Les opérateurs misent sur leur complémentarité avec les plateformes IT
Face à ces offres télécoms venues du monde IT, les opérateurs doivent défendre leurs positions alors que Microsoft 365, Google Workspace et Zoom sont bien implantés dans les entreprises. Ceux-ci doivent jouer la complémentarité et mise sur leur maîtrise du réseau pour démontrer leur rôle dans une infrastructure de communications unifiées : « beaucoup d’entreprises ont démarré avec Teams car elles y avaient accès dans le cadre de leurs contrats Office 365 », pointe Erwan Salmon. « Néanmoins, Teams présente un certain nombre de limitations sur le volet téléphonie, et nous gagnons des contrats auprès d’entreprises qui vont continuer à utiliser Teams, mais aussi s’appuyer sur RingCentral pour la téléphonie. Nous venons nous substituer de la manière la plus transparente pour les utilisateurs, afin d’apporter des fonctions de téléphonie traditionnelle comme le filtrage, support des postes DECT, intégration avec les mobiles, etc. »
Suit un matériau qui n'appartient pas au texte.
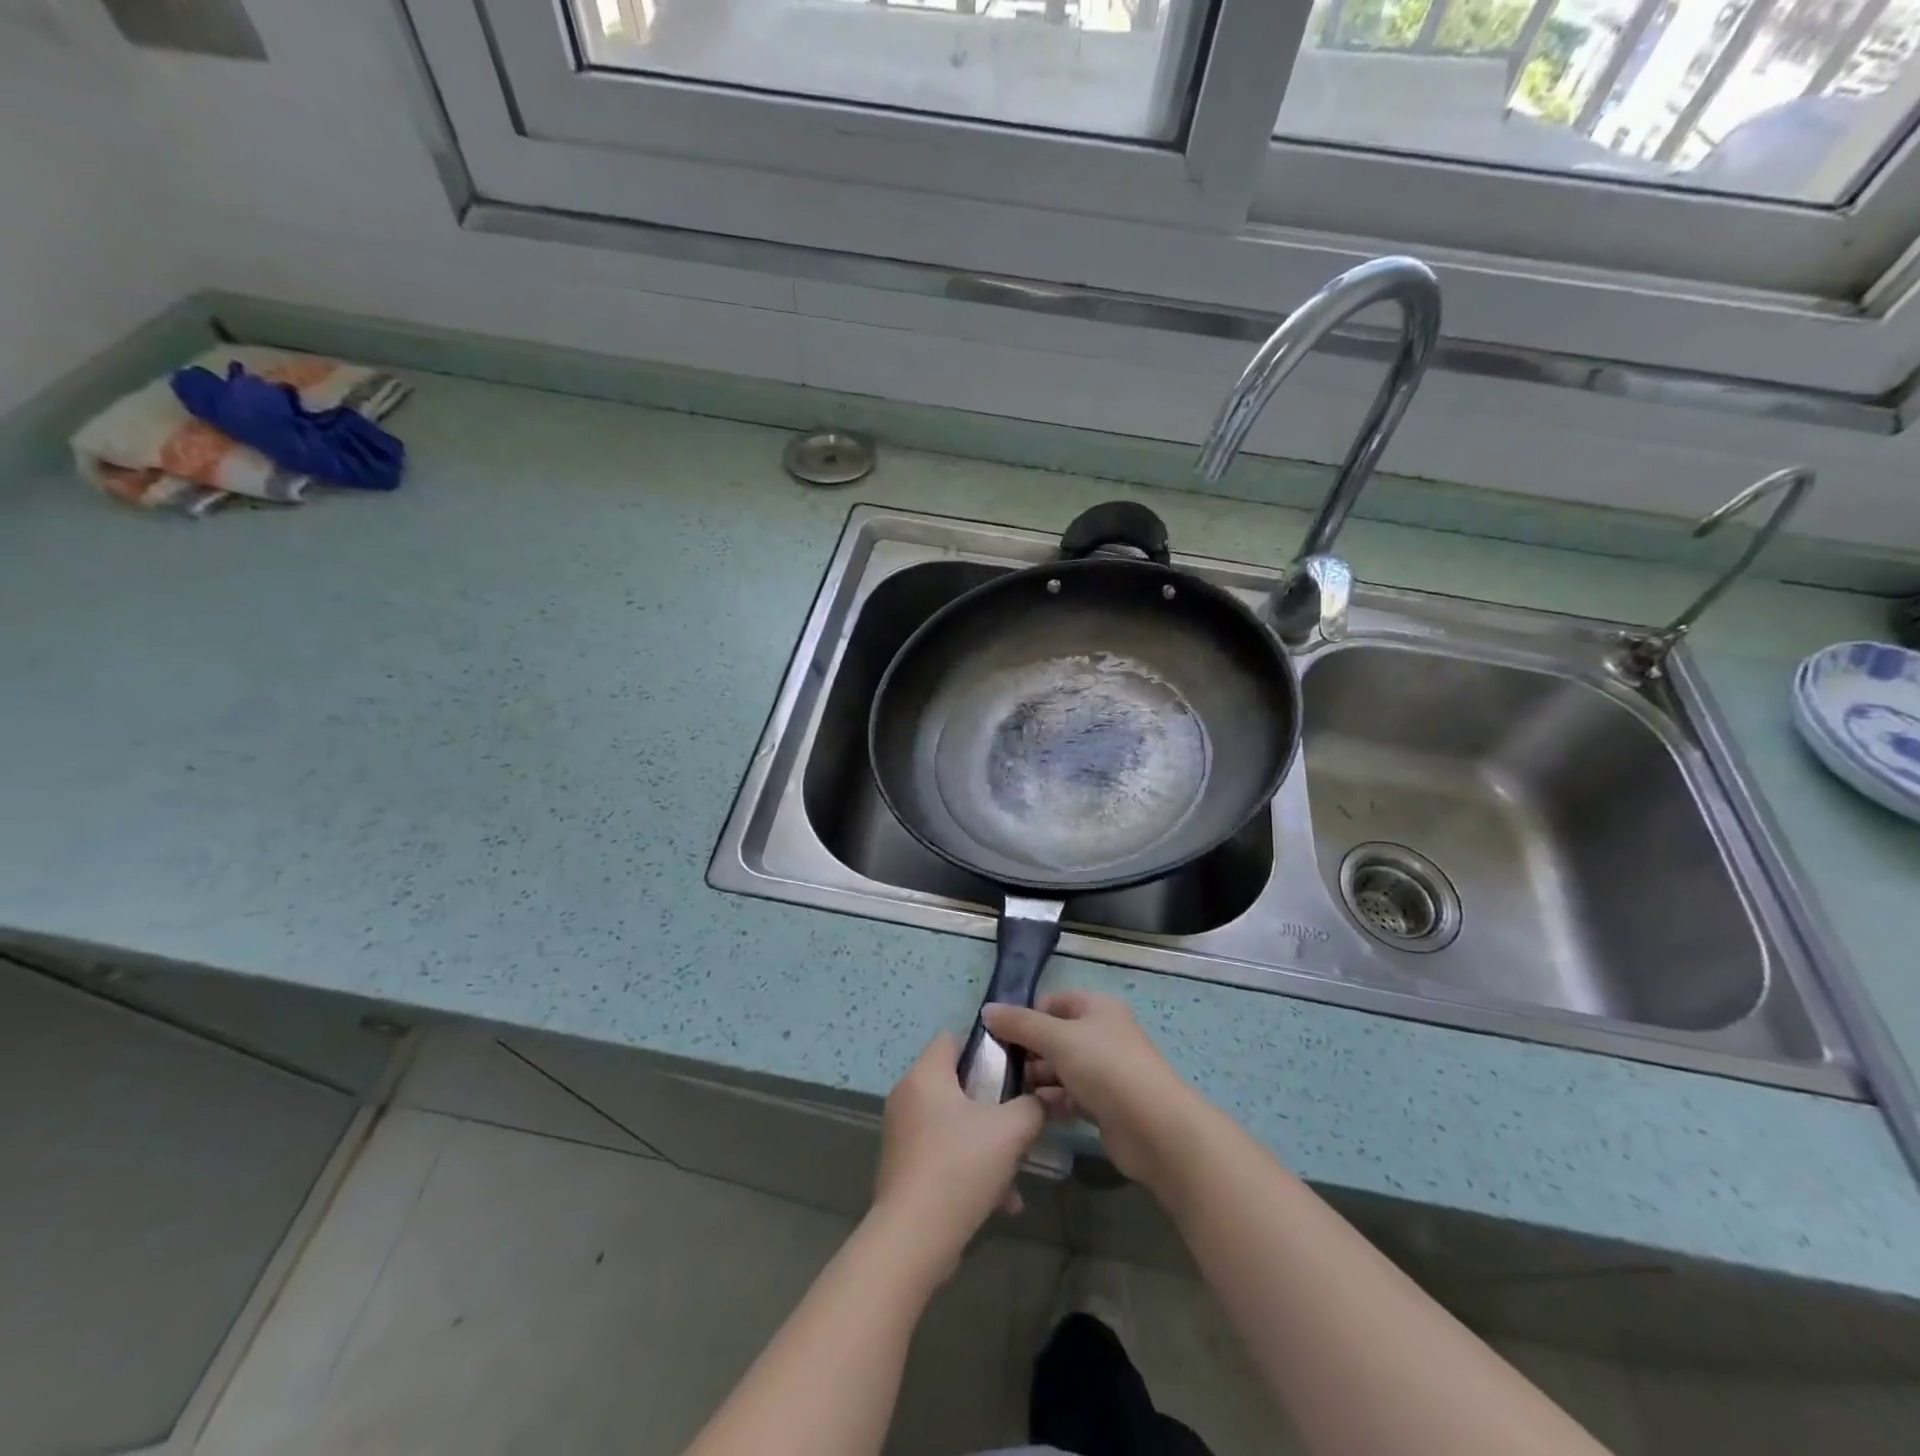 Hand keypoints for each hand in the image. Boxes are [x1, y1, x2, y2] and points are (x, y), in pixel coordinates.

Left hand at [871, 1033, 1044, 1277]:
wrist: (913, 1238)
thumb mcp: (1011, 1131)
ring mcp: (901, 1133)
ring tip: (1015, 1171)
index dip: (985, 1048)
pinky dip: (969, 1167)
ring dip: (986, 1142)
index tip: (1013, 1069)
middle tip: (1018, 1121)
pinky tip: (1000, 1201)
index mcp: (925, 1075)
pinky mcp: (903, 1166)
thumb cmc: (960, 1167)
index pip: (953, 1038)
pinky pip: (943, 1153)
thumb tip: (1040, 1100)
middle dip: (992, 1103)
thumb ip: (1032, 1106)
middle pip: (956, 1083)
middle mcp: (907, 1096)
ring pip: (953, 1123)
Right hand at [981, 991, 1201, 1186]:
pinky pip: (1070, 1097)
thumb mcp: (1057, 1038)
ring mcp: (1105, 1071)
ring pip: (1060, 1068)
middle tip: (998, 1068)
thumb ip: (1020, 1024)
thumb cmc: (1106, 1068)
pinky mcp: (1105, 1105)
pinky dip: (1051, 1101)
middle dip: (1028, 1050)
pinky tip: (1030, 1111)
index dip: (1026, 1015)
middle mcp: (1101, 1035)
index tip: (999, 1035)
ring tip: (1008, 1093)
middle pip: (1055, 1036)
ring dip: (1037, 1078)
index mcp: (1096, 1008)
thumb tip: (987, 1010)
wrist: (1154, 1129)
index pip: (1053, 1002)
Outre ces fonctions complémentaires, l’opérateur souligne un taux de disponibilité de 99,999 %, supérieur à celui délivré par Microsoft, mais aussi le besoin de conserver une certaine liberté de choix face à Microsoft afin de ne pas être totalement liées au géant américain. « Microsoft a annoncé une forte augmentation des tarifs de Microsoft 365 en 2022 », argumente Erwan Salmon. « Les entreprises qui ont 100 % de leur infrastructure sur Microsoft sont captives et pieds et poings liés face à ce type d’augmentation. C’est la raison pour laquelle il est important de conserver une certaine flexibilité et de mettre en compétition Microsoft en choisissant des fournisseurs qui eux ne peuvent se permettre d’imposer de telles hausses de prix ! »
La crise sanitaire a clairement fait bouger les lignes dans les télécoms, signant sans doute la fin du PABX on-premise annoncée, en avance de phase avant la fin du réseau RTC planifiée pour fin 2023. Qui va l’emporter entre les opérateurs traditionnels, les nouveaux entrants et les acteurs venus du monde IT ? Les nouveaux usages feront pencher la balance d’un côté ou de l’autre.